■ DATA PROVIDED ■

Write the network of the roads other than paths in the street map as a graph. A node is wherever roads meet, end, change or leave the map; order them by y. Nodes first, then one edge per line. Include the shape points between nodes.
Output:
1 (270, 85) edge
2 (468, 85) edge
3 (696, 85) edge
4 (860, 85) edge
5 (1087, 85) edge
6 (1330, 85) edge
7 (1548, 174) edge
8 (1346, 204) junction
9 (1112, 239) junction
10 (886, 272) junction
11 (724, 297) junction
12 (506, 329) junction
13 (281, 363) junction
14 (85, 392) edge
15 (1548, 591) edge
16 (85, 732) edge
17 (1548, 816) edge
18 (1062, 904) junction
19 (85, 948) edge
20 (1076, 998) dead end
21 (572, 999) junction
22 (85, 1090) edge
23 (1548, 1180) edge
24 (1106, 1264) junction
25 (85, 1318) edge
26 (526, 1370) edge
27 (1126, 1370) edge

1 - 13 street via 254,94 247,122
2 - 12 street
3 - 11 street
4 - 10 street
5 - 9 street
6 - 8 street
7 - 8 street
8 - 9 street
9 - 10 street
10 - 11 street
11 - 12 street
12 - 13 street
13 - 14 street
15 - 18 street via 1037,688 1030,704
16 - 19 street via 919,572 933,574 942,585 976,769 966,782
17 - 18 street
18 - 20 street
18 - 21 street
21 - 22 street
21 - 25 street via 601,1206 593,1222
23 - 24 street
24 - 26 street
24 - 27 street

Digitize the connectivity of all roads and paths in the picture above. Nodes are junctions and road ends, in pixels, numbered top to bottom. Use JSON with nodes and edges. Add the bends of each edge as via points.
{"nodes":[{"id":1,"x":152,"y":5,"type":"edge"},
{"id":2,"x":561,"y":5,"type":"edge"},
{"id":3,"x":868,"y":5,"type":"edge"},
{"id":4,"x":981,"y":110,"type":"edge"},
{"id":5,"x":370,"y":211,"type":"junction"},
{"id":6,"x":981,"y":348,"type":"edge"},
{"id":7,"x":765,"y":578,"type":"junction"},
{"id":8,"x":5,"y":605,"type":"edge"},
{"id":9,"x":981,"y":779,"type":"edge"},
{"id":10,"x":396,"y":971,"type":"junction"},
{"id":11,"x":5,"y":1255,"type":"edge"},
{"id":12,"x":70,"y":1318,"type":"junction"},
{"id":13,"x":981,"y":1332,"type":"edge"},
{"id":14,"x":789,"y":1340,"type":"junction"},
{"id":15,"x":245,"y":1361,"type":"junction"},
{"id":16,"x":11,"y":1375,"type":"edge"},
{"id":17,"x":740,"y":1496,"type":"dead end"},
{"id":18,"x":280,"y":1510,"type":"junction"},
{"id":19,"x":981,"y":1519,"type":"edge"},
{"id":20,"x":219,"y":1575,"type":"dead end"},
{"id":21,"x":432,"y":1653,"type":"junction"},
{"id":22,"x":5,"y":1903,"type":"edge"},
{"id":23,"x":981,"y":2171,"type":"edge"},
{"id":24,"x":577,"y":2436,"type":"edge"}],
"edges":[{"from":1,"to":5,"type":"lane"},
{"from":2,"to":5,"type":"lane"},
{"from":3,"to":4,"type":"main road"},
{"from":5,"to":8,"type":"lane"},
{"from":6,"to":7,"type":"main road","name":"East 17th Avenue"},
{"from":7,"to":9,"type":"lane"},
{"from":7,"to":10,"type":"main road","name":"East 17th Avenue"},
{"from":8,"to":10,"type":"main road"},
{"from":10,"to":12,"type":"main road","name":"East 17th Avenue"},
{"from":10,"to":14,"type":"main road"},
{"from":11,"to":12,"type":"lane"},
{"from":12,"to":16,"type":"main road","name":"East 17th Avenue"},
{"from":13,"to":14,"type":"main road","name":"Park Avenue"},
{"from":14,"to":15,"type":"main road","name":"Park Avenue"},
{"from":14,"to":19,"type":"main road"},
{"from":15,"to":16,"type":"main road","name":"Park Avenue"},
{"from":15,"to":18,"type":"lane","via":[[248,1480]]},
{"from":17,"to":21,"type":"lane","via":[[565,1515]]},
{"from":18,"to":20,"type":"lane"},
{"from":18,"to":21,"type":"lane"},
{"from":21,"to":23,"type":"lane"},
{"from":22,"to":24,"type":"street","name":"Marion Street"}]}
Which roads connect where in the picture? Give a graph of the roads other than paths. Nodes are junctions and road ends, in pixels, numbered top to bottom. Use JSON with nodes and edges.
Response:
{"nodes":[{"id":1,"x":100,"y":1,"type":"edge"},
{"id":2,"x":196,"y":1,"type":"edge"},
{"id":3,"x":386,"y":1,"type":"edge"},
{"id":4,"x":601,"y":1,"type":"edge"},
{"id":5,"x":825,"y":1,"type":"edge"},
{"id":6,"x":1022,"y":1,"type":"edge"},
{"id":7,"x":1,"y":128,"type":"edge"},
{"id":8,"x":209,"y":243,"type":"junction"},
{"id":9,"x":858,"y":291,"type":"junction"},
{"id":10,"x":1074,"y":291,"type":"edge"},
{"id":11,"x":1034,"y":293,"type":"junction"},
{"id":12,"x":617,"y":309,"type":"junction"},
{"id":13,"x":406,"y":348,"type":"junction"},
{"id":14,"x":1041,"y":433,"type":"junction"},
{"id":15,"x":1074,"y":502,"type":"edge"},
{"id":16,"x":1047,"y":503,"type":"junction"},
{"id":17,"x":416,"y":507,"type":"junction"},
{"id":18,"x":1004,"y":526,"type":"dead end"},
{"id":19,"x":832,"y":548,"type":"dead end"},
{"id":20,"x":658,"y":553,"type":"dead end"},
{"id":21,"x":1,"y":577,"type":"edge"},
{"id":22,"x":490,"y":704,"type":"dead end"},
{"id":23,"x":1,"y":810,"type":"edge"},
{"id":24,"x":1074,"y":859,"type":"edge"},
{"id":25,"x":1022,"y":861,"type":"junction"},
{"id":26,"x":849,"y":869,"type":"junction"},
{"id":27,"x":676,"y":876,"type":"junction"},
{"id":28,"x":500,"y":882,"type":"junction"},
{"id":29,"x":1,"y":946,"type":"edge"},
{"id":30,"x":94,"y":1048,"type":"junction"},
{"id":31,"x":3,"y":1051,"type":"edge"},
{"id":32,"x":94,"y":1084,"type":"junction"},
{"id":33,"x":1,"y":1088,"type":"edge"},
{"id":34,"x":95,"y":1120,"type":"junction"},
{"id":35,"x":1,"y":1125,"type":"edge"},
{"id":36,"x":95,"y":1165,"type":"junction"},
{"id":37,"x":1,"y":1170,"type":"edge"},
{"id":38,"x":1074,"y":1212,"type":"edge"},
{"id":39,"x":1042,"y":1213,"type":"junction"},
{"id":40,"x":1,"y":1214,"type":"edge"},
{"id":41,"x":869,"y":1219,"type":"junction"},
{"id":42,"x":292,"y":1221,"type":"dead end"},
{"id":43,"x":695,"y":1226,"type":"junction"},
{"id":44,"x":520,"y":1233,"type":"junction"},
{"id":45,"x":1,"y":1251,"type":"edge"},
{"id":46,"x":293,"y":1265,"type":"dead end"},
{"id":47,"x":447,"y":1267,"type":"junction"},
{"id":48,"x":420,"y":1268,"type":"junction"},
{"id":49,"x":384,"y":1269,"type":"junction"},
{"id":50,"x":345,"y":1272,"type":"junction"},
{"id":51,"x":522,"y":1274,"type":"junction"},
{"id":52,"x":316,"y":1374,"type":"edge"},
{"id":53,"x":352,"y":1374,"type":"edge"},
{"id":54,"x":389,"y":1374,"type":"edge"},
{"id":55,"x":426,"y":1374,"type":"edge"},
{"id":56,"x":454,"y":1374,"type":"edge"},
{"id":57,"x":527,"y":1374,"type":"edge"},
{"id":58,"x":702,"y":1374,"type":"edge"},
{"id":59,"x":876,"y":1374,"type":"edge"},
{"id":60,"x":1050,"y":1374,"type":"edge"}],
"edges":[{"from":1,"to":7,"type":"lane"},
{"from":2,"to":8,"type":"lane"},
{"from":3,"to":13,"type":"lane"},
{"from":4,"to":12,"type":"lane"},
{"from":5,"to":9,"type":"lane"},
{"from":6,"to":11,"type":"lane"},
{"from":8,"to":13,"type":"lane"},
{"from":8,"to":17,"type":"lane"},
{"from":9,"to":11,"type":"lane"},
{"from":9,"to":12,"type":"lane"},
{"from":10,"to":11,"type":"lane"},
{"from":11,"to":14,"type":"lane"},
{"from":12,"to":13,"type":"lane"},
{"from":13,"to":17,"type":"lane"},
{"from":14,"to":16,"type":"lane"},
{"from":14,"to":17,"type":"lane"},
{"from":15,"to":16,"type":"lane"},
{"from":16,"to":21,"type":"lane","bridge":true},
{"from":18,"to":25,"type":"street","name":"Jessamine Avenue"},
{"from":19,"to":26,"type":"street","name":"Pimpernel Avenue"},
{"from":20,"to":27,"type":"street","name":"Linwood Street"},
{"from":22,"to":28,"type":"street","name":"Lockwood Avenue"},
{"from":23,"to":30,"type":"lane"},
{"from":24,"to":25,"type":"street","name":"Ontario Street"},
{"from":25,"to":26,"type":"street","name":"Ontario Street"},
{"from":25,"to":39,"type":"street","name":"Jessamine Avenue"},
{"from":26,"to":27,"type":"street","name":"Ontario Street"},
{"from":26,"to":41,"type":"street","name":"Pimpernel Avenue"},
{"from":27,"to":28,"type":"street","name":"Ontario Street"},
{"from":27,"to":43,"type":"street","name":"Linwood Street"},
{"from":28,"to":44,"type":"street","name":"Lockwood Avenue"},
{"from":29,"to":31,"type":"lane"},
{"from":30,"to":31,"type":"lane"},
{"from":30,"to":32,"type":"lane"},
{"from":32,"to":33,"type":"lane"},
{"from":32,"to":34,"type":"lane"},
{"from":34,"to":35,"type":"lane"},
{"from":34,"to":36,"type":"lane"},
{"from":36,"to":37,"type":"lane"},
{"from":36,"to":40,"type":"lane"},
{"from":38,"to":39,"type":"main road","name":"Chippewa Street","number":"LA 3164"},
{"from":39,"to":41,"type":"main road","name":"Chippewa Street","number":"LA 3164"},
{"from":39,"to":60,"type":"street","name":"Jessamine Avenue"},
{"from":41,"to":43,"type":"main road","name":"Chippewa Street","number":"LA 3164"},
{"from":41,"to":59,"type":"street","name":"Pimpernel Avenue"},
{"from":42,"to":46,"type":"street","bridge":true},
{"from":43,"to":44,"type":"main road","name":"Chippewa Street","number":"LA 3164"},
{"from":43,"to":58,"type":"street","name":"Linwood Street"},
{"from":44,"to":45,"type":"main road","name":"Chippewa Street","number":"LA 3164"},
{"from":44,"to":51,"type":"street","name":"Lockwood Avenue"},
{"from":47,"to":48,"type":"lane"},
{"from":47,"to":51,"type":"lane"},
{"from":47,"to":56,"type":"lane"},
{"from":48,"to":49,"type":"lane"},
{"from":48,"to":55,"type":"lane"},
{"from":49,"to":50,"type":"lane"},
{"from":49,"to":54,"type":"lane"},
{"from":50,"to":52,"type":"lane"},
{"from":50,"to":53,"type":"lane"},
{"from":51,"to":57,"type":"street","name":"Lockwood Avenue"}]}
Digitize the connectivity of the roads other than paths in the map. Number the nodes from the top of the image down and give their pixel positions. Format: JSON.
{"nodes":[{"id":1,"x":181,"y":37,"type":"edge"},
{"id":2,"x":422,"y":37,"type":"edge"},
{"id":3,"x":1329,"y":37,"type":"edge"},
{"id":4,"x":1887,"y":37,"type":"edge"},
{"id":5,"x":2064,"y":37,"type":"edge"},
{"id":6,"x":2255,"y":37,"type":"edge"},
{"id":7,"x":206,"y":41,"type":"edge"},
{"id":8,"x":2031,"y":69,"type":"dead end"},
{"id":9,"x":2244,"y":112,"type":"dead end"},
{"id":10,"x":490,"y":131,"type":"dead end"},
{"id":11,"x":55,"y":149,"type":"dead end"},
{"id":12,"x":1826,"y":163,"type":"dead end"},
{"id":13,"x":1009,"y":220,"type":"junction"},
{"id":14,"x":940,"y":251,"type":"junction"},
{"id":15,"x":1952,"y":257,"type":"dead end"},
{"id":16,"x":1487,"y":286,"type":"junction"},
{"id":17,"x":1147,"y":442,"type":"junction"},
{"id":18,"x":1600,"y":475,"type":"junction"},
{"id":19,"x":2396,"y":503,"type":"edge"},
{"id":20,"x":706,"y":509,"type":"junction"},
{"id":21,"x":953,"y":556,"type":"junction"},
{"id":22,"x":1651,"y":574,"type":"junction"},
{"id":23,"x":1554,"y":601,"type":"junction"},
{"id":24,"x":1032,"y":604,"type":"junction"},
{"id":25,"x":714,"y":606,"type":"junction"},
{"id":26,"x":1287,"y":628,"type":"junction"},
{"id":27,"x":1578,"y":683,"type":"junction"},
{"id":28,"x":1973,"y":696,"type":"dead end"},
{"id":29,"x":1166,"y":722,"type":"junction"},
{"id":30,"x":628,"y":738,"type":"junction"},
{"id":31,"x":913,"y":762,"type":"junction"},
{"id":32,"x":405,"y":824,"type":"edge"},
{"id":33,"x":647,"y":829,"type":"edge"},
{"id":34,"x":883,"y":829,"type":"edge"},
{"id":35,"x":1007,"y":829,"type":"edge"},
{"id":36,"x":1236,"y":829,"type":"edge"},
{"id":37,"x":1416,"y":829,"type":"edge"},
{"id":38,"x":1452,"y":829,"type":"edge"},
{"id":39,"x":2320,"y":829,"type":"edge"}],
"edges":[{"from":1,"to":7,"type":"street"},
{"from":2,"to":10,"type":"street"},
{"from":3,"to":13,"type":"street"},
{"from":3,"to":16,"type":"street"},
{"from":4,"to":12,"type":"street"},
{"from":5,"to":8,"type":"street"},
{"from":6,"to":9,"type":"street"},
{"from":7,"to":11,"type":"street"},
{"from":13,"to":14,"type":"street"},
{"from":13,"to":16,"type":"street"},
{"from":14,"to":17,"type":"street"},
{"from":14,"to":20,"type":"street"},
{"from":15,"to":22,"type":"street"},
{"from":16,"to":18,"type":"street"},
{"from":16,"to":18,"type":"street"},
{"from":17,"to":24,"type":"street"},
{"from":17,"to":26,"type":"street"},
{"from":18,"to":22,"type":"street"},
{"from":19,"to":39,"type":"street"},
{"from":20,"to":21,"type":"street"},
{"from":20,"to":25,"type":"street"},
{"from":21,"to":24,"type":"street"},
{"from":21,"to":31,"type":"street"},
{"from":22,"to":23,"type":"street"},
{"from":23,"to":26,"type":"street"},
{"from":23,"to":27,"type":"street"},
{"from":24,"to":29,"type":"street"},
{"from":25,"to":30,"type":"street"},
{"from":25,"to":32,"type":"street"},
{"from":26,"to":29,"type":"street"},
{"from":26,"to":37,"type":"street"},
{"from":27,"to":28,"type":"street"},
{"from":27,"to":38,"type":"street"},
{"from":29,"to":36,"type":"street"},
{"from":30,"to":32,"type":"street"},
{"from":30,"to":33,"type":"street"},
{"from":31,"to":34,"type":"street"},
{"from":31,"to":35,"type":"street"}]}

■ ACTIVITY ■
Report all lines above with "graph".

■ SOLUTION TO THIS EXERCISE ■
Write the network of the roads other than paths in the street map as a graph. A node is wherever roads meet, end, change or leave the map; order them by y. Nodes first, then one edge per line. Include the shape points between nodes.
Which roads connect where in the picture? Give a graph of the roads other than paths. Nodes are junctions and road ends, in pixels, numbered top to bottom. Use JSON with nodes and edges.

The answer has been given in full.